» WORK INSTRUCTIONS:
Wherever a picture appears, skip it and retype the rest of the data exactly.

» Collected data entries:

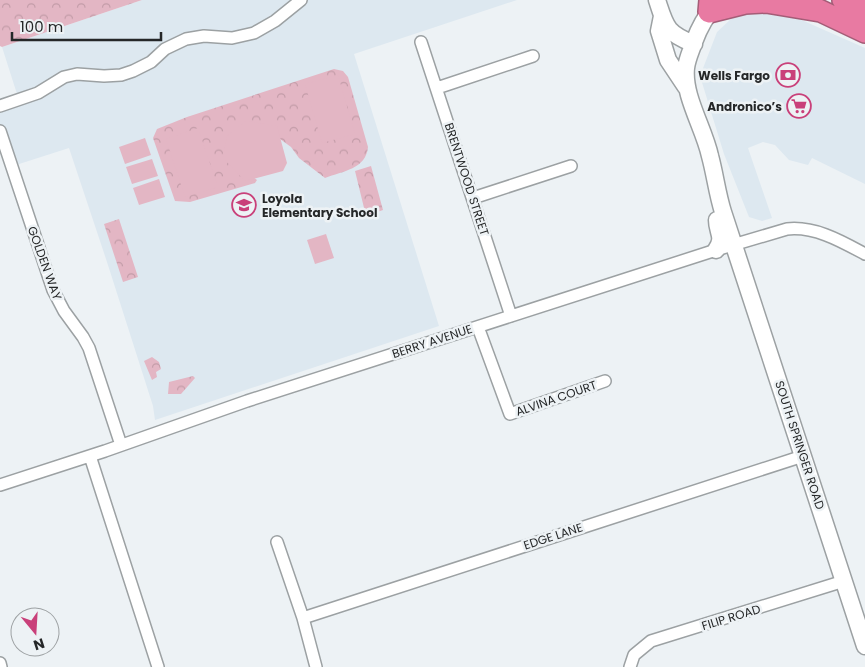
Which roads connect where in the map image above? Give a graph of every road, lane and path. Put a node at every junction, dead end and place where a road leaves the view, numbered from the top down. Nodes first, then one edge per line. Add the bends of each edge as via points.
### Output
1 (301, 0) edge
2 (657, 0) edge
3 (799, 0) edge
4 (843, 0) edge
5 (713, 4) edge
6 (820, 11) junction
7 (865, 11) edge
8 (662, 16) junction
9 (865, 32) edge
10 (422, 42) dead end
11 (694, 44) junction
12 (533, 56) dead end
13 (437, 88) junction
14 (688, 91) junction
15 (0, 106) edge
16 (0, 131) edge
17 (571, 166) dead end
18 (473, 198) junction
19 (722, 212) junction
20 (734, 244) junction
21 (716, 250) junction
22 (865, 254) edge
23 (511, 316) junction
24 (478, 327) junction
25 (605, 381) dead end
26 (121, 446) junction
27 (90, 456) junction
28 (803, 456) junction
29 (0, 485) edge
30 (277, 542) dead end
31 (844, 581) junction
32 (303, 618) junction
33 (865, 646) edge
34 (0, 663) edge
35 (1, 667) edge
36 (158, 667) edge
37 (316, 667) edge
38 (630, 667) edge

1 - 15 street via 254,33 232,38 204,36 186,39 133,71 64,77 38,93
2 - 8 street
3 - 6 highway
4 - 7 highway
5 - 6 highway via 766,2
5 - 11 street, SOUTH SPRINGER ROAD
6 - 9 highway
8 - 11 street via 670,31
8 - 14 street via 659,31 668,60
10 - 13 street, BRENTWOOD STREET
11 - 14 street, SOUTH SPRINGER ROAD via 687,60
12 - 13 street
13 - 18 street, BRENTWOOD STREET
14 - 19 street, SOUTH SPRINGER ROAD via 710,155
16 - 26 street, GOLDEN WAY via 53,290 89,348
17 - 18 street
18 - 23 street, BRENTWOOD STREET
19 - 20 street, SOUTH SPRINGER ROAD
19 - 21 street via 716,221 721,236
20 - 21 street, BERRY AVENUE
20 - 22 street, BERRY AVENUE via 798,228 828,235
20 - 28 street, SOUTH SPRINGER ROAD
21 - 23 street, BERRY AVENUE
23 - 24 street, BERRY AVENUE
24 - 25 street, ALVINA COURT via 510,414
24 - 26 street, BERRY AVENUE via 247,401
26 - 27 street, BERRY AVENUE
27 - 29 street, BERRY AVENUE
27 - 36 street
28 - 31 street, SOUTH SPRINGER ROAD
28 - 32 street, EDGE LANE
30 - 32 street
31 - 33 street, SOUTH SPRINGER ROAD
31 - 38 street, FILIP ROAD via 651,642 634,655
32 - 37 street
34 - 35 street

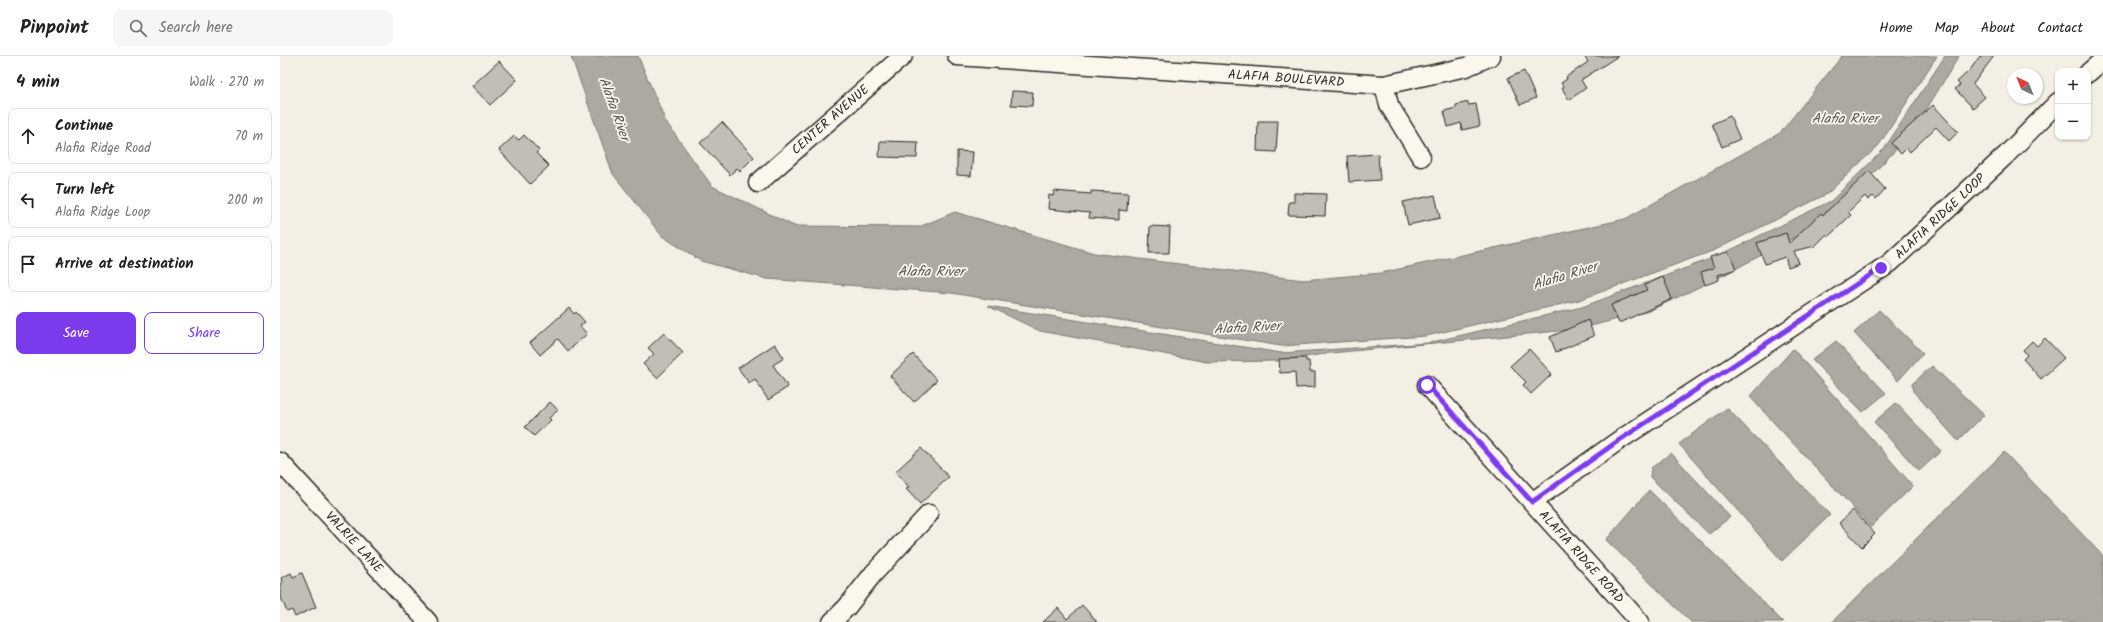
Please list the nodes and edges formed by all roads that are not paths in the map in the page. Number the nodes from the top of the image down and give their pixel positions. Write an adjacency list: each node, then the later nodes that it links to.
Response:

» EXPECTED ANSWER:
Which roads connect where in the map image above? Give a graph of every road, lane and path. Put a node at every junction, dead end and place where a road leaves the view, numbered from the top down. Nodes first, then one edge per line. Add the bends of each edge as via points.
### Output
1 (301, 0) edge
2 (657, 0) edge
3 (799, 0) edge
4 (843, 0) edge
5 (713, 4) edge
6 (820, 11) junction
7 (865, 11) edge
8 (662, 16) junction
9 (865, 32) edge
10 (422, 42) dead end
11 (694, 44) junction
12 (533, 56) dead end
13 (437, 88) junction
14 (688, 91) junction
15 (0, 106) edge
16 (0, 131) edge
17 (571, 166) dead end
18 (473, 198) junction
19 (722, 212) junction
20 (734, 244) junction
21 (716, 250) junction
22 (865, 254) edge
23 (511, 316) junction
24 (478, 327) junction
25 (605, 381) dead end
26 (121, 446) junction
27 (90, 456) junction
28 (803, 456) junction
29 (0, 485) edge
30 (277, 542) dead end
31 (844, 581) junction
32 (303, 618) junction
33 (865, 646) edge
34 (0, 663) edge
35 (1, 667) edge
36 (158, 667) edge
37 (316, 667) edge
38 (630, 667) edge

1 - 15 street via 254,33 232,38 204,36 186,39 133,71 64,77 38,93
2 - 8 street
3 - 6 highway
4 - 7 highway
5 - 6 highway via 766,2
5 - 11 street, SOUTH SPRINGER ROAD
6 - 9 highway
8 - 11 street via 670,31
8 - 14 street via 659,31 668,60
10 - 13 street, BRENTWOOD STREET
11 - 14 street, SOUTH SPRINGER ROAD via 687,60
12 - 13 street
13 - 18 street, BRENTWOOD STREET
14 - 19 street, SOUTH SPRINGER ROAD via 710,155
16 - 26 street, GOLDEN WAY via 53,290 89,348
17 - 18 street
18 - 23 street, BRENTWOOD STREET
19 - 20 street, SOUTH SPRINGER ROAD
19 - 21 street via 716,221 721,236
20 - 21 street, BERRY AVENUE
20 - 22 street, BERRY AVENUE via 798,228 828,235
20 - 28 street, SOUTH SPRINGER ROAD
21 - 23 street, BERRY AVENUE
23 - 24 street, BERRY AVENUE
24 - 25 street, ALVINA COURT via 510,414
24 - 26 street, BERRY AVENUE via 247,401
26 - 27 street, BERRY AVENUE
27 - 29 street, BERRY AVENUE
27 - 36 street
28 - 31 street, SOUTH SPRINGER ROAD
28 - 32 street, EDGE LANE
30 - 32 street
31 - 33 street, SOUTH SPRINGER ROAD
31 - 38 street, FILIP ROAD via 651,642 634,655
32 - 37 street
34 - 35 street

Please list the nodes and edges formed by all roads that are not paths in the map in the page. Number the nodes from the top of the image down and give their pixel positions. Write an adjacency list: each node, then the later nodes that it links to.
Response:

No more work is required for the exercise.